**** RECORD SET ****

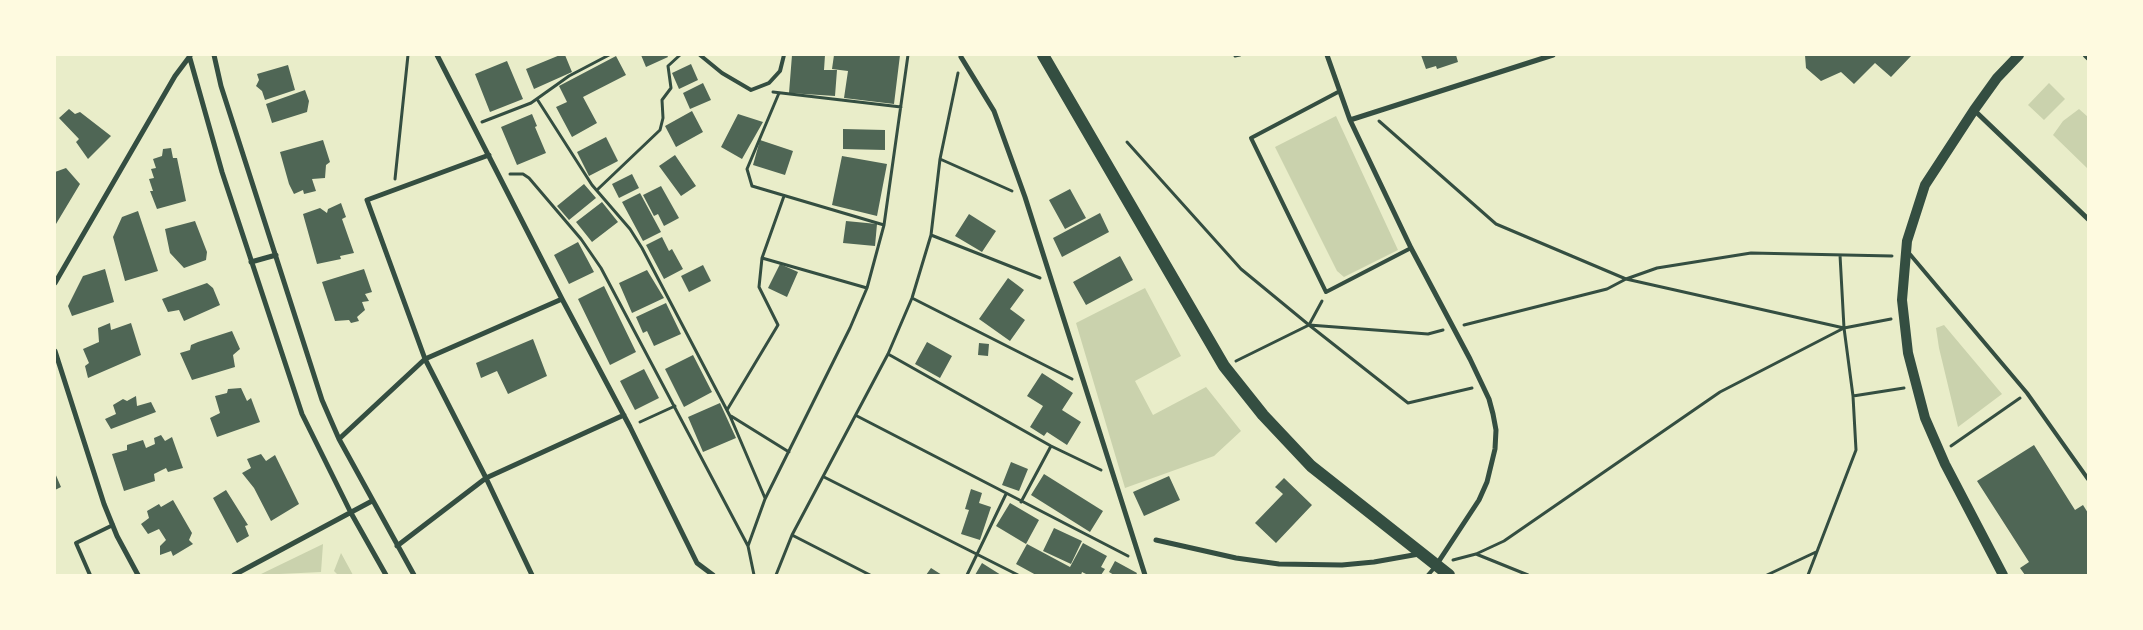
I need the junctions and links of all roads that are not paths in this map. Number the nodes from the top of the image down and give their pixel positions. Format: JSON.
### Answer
{"nodes":[{"id":1,"x":190,"y":55,"type":"edge"},
{"id":2,"x":214,"y":55,"type":"edge"},
{"id":3,"x":437,"y":55,"type":"edge"},
{"id":4,"x":700,"y":55,"type":"edge"},
{"id":5,"x":784,"y":55,"type":"edge"},
{"id":6,"x":1043,"y":55,"type":"edge"},
{"id":7,"x":1327,"y":55,"type":"edge"},
{"id":8,"x":1553,"y":55,"type":"edge"},
{"id":9,"x":2019,"y":55,"type":"edge"},
{"id":10,"x":2085,"y":55,"type":"edge"},
{"id":11,"x":961,"y":57,"type":"road end"},
{"id":12,"x":2088,"y":58,"type":"edge"},
{"id":13,"x":1340,"y":91,"type":"junction"},
{"id":14,"x":1974,"y":110,"type":"junction"},
{"id":15,"x":1350,"y":120,"type":"junction"},
{"id":16,"x":489,"y":155,"type":"junction"},
{"id":17,"x":2088,"y":219,"type":"edge"},
{"id":18,"x":1410,"y":248,"type":"junction"},
{"id":19,"x":1906,"y":253,"type":"junction"},
{"id":20,"x":276,"y":256,"type":"junction"},
{"id":21,"x":251,"y":262,"type":"junction"},
{"id":22,"x":55,"y":283,"type":"edge"},
{"id":23,"x":562,"y":300,"type":"junction"},
{"id":24,"x":55,"y":351,"type":"edge"},
{"id":25,"x":425,"y":359,"type":"junction"},
{"id":26,"x":624,"y":415,"type":"junction"},
{"id":27,"x":339,"y":439,"type":"junction"},
{"id":28,"x":486,"y":478,"type":"junction"},
{"id":29,"x":2088,"y":479,"type":"edge"},
{"id":30,"x":372,"y":501,"type":"junction"},
{"id":31,"x":351,"y":513,"type":"junction"},
{"id":32,"x":113,"y":525,"type":"junction"},
{"id":33,"x":1156,"y":540,"type":"dead end"},
{"id":34,"x":397,"y":546,"type":"junction"},
{"id":35,"x":1422,"y":554,"type":"junction"},
{"id":36,"x":1432,"y":570,"type":"edge"},
{"id":37,"x":90,"y":575,"type":"edge"},
{"id":38,"x":138,"y":575,"type":"edge"},
{"id":39,"x":234,"y":575,"type":"edge"},
{"id":40,"x":386,"y":575,"type":"edge"},
{"id":41,"x":414,"y":575,"type":"edge"},
{"id":42,"x":532,"y":575,"type":"edge"},
{"id":43,"x":713,"y":575,"type":"edge"},
{"id":44,"x":1145,"y":575,"type":"edge"},
{"id":45,"x":1448,"y":575,"type":"edge"},
{"id":46,"x":2003,"y":575,"type":"edge"}],
"edges":[{"from":1,"to":21,"type":"street"},
{"from":1,"to":22,"type":"street"},
{"from":2,"to":20,"type":"street"},
{"from":3,"to":16,"type":"street"},
{"from":4,"to":5,"type":"lane"},
{"from":6,"to":35,"type":"main road"},
{"from":7,"to":13,"type":"street"},
{"from":8,"to":15,"type":"street"},
{"from":9,"to":14,"type":"main road"},
{"from":10,"to":12,"type":"street"},
{"from":11,"to":44,"type":"street"},
{"from":13,"to":15,"type":"street"},
{"from":13,"to":18,"type":"lane"},
{"from":14,"to":17,"type":"street"},
{"from":14,"to":19,"type":"main road"},
{"from":15,"to":18,"type":"street"},
{"from":16,"to":23,"type":"street"},
{"from":16,"to":25,"type":"street"},
{"from":18,"to":36,"type":"street"},
{"from":19,"to":29,"type":"lane"},
{"from":19,"to":46,"type":"main road"},
{"from":20,"to":21,"type":"street"},
{"from":20,"to":27,"type":"street"},
{"from":21,"to":31,"type":"street"},
{"from":23,"to":25,"type":"street"},
{"from":23,"to":26,"type":"street"},
{"from":24,"to":32,"type":"street"},
{"from":25,"to":27,"type":"street"},
{"from":25,"to":28,"type":"street"},
{"from":26,"to":28,"type":"street"},
{"from":26,"to":43,"type":"street"},
{"from":27,"to":30,"type":"street"},
{"from":28,"to":34,"type":"street"},
{"from":28,"to":42,"type":"street"},
{"from":30,"to":31,"type":"street"},
{"from":30,"to":34,"type":"street"},
{"from":31,"to":39,"type":"street"},
{"from":31,"to":40,"type":"street"},
{"from":32,"to":37,"type":"lane"},
{"from":32,"to":38,"type":"street"},
{"from":33,"to":35,"type":"street"},
{"from":34,"to":41,"type":"street"},
{"from":35,"to":36,"type":"main road"},
{"from":36,"to":45,"type":"main road"}]}
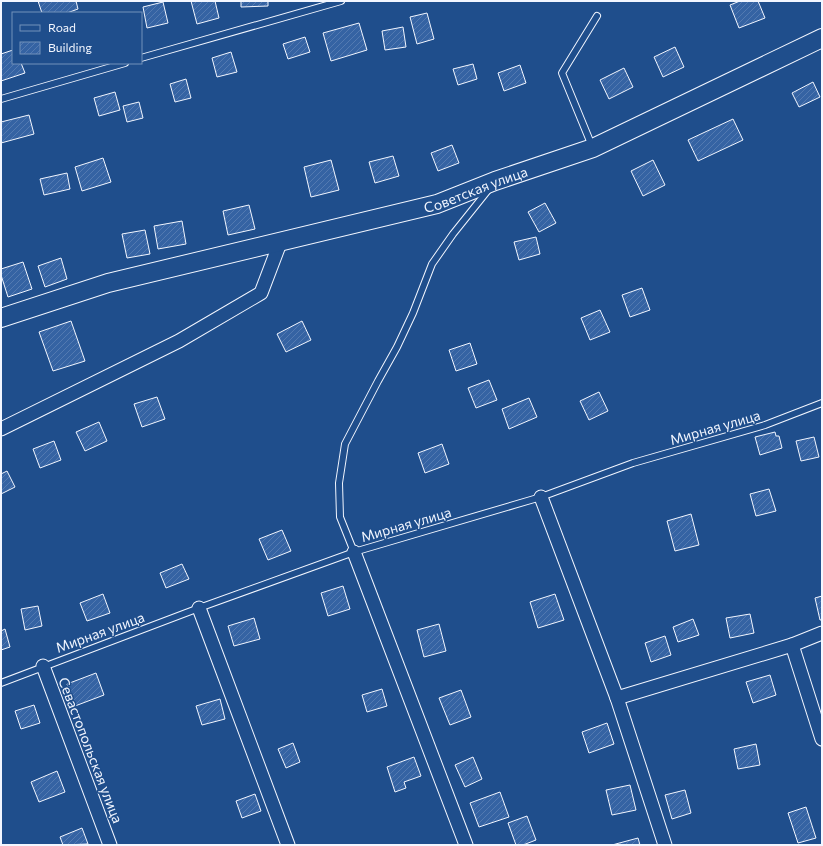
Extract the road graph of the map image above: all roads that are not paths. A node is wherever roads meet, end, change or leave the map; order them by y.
1 (341, 1) edge
2 (597, 16) dead end
3 (822, 38) edge
4 (142, 58) edge
5 (122, 64) edge
6 (1, 99) edge
7 (592, 148) junction
8 (495, 181) junction
9 (280, 242) junction
10 (1, 318) edge
11 (822, 403) edge
12 (1, 429) edge
13 (541, 497) junction
14 (354, 552) junction
15 (199, 608) junction
16 (822, 633) edge
17 (792, 645) junction
18 (43, 666) junction
19 (1, 683) edge
20 (616, 698) junction
21 (822, 738) edge
22 (110, 845) edge
23 (288, 845) edge
24 (466, 845) edge
25 (665, 845) edge

1 - 4 lane
2 - 7 lane
3 - 7 street, Советская улица
5 - 6 lane
7 - 8 street, Советская улица
8 - 9 street, Советская улица
8 - 14 lane
9 - 10 street, Советская улица
9 - 12 street
11 - 13 lane, Мирная улица
13 - 14 lane, Мирная улица
13 - 20 street
14 - 15 lane, Мирная улица
14 - 24 street
15 - 18 lane, Мирная улица
15 - 23 street
16 - 17 street
17 - 20 street
17 - 21 street
18 - 19 lane, Мирная улица
18 - 22 street, Севастопольская улица
20 - 25 street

****

• **WHAT IS BEING ASKED**
Your output should be the records above, duplicated exactly and picture-free.

• **RESULT**
I need the junctions and links of all roads that are not paths in this map. Number the nodes from the top of the image down and give their pixel positions. Format: JSON.
### Answer
{"nodes":[{"id":1,"x":190,"y":55,"type":"edge"},
{"id":2,"x":214,"y":55,"type":"edge"},
{"id":3,"x":437,"y":55,"type":"edge"},
{"id":4,"x":700,"y":55,"type":"edge"},
{"id":5,"x":784,"y":55,"type":"edge"},
{"id":6,"x":1043,"y":55,"type":"edge"},
{"id":7,"x":1327,"y":55,"type":"edge"},
{"id":8,"x":1553,"y":55,"type":"edge"},
{"id":9,"x":2019,"y":55,"type":"edge"},
{"id":10,"x":2085,"y":55,"type":"edge"},
{"id":11,"x":961,"y":57,"type":"road end"},
{"id":12,"x":2088,"y":58,"type":"edge"},
{"id":13,"x":1340,"y":91,"type":"junction"},
{"id":14,"x":1974,"y":110,"type":"junction"},
{"id":15,"x":1350,"y":120,"type":"junction"},
{"id":16,"x":489,"y":155,"type":"junction"},
{"id":17,"x":2088,"y":219,"type":"edge"},
{"id":18,"x":1410,"y":248,"type":"junction"},
{"id":19,"x":1906,"y":253,"type":"junction"},
{"id":20,"x":276,"y":256,"type":"junction"},
{"id":21,"x":251,"y":262,"type":"junction"},
{"id":22,"x":55,"y":283,"type":"edge"},
{"id":23,"x":562,"y":300,"type":"junction"},
{"id":24,"x":55,"y":351,"type":"edge"},
{"id":25,"x":425,"y":359,"type":"junction"},
{"id":26,"x":624,"y":415,"type":"junction"},
{"id":27,"x":339,"y":439,"type":"junction"},
{"id":28,"x":486,"y":478,"type":"junction"},
{"id":29,"x":2088,"y":479,"type":"edge"},
{"id":30,"x":372,"y":501,"type":"junction"},
{"id":31,"x":351,"y":513,"type":"junction"},
{"id":32,"x":113,"y":525,"type":"junction"},
{"id":33,"x":1156,"y":540,"type":"dead end"},
{"id":34,"x":397,"y":546,"type":"junction"},
{"id":35,"x":1422,"y":554,"type":"junction"},
{"id":36,"x":1432,"y":570,"type":"edge"},
{"id":37,"x":90,"y":575,"type":"edge"},
{"id":38,"x":138,"y":575,"type":"edge"},
{"id":39,"x":234,"y":575,"type":"edge"},
{"id":40,"x":386,"y":575,"type":"edge"},
{"id":41,"x":414,"y":575,"type":"edge"},
{"id":42,"x":532,"y":575,"type":"edge"},
{"id":43,"x":713,"y":575,"type":"edge"},
{"id":44,"x":1145,"y":575,"type":"edge"},
{"id":45,"x":1448,"y":575,"type":"edge"},
{"id":46,"x":2003,"y":575,"type":"edge"}],
"edges":[{"from":1,"to":21,"type":"street"},
{"from":1,"to":22,"type":"street"},
{"from":2,"to":20,"type":"street"},
{"from":3,"to":16,"type":"street"},
{"from":4,"to":5,"type":"lane"},
{"from":6,"to":35,"type":"main road"},
{"from":7,"to":13,"type":"street"},
{"from":8,"to":15,"type":"street"},
{"from":9,"to":14,"type":"main road"},
{"from":10,"to":12,"type":"street"},
{"from":11,"to":44,"type":"street"},
{"from":13,"to":15,"type":"street"},
{"from":13,"to":18,"type":"lane"},
{"from":14,"to":17,"type":"street"},
{"from":14,"to":19,"type":"main road"},
{"from":15,"to":18,"type":"street"},
{"from":16,"to":23,"type":"street"},
{"from":16,"to":25,"type":"street"},
{"from":18,"to":36,"type":"street"},
{"from":19,"to":29,"type":"lane"},
{"from":19,"to":46,"type":"main road"},
{"from":20,"to":21,"type":"street"},
{"from":20,"to":27,"type":"street"},
{"from":21,"to":31,"type":"street"},
{"from":23,"to":25,"type":"street"},
{"from":23,"to":26,"type":"street"},
{"from":24,"to":32,"type":"street"},
{"from":25,"to":27,"type":"street"},
{"from":25,"to":28,"type":"street"},
{"from":26,"to":28,"type":"street"},
{"from":26,"to":43,"type":"street"},
{"from":27,"to":30,"type":"street"},
{"from":28,"to":34,"type":"street"},
{"from":28,"to":42,"type":"street"},
{"from":30,"to":31,"type":"street"},
{"from":30,"to":34,"type":"street"},
{"from":31,"to":39,"type":"street"},
{"from":31,"to":40,"type":"street"},
{"from":32,"to":37,"type":"lane"},
{"from":32,"to":38,"type":"street"},
{"from":33,"to":35,"type":"street"},
{"from":34,"to":41,"type":"street"},
{"from":35,"to":36,"type":"main road"},
{"from":36,"to":45,"type":"main road"}]}
Extract the road graph of the map image above: all roads that are not paths. A node is wherever roads meet, end, change or leave the map; order them by y.
1 (341, 1) edge
2 (597, 16) dead end
3 (822, 38) edge
4 (142, 58) edge
5 (122, 64) edge
6 (1, 99) edge
7 (592, 148) junction
8 (495, 181) junction
9 (280, 242) junction
10 (1, 318) edge
11 (822, 403) edge
12 (1, 429) edge
13 (541, 497) junction
14 (354, 552) junction
15 (199, 608) junction
16 (822, 633) edge
17 (792, 645) junction
18 (43, 666) junction
19 (1, 683) edge
20 (616, 698) junction
21 (822, 738) edge
22 (110, 845) edge
23 (288, 845) edge
24 (466, 845) edge
25 (665, 845) edge

1 - 4 lane
2 - 7 lane
3 - 7 street, Советская улица
5 - 6 lane
7 - 8 street, Советская улица
8 - 9 street, Советская улица
8 - 14 lane
9 - 10 street, Советская улица
9 - 12 street
11 - 13 lane, Мирная улица
13 - 14 lane, Мирная улица
13 - 20 street
14 - 15 lane, Мирная улица
14 - 24 street
15 - 18 lane, Мирная улица
15 - 23 street
16 - 17 street
17 - 20 street
17 - 21 street
18 - 19 lane, Мирная улица
18 - 22 street, Севастопольская улица
20 - 25 street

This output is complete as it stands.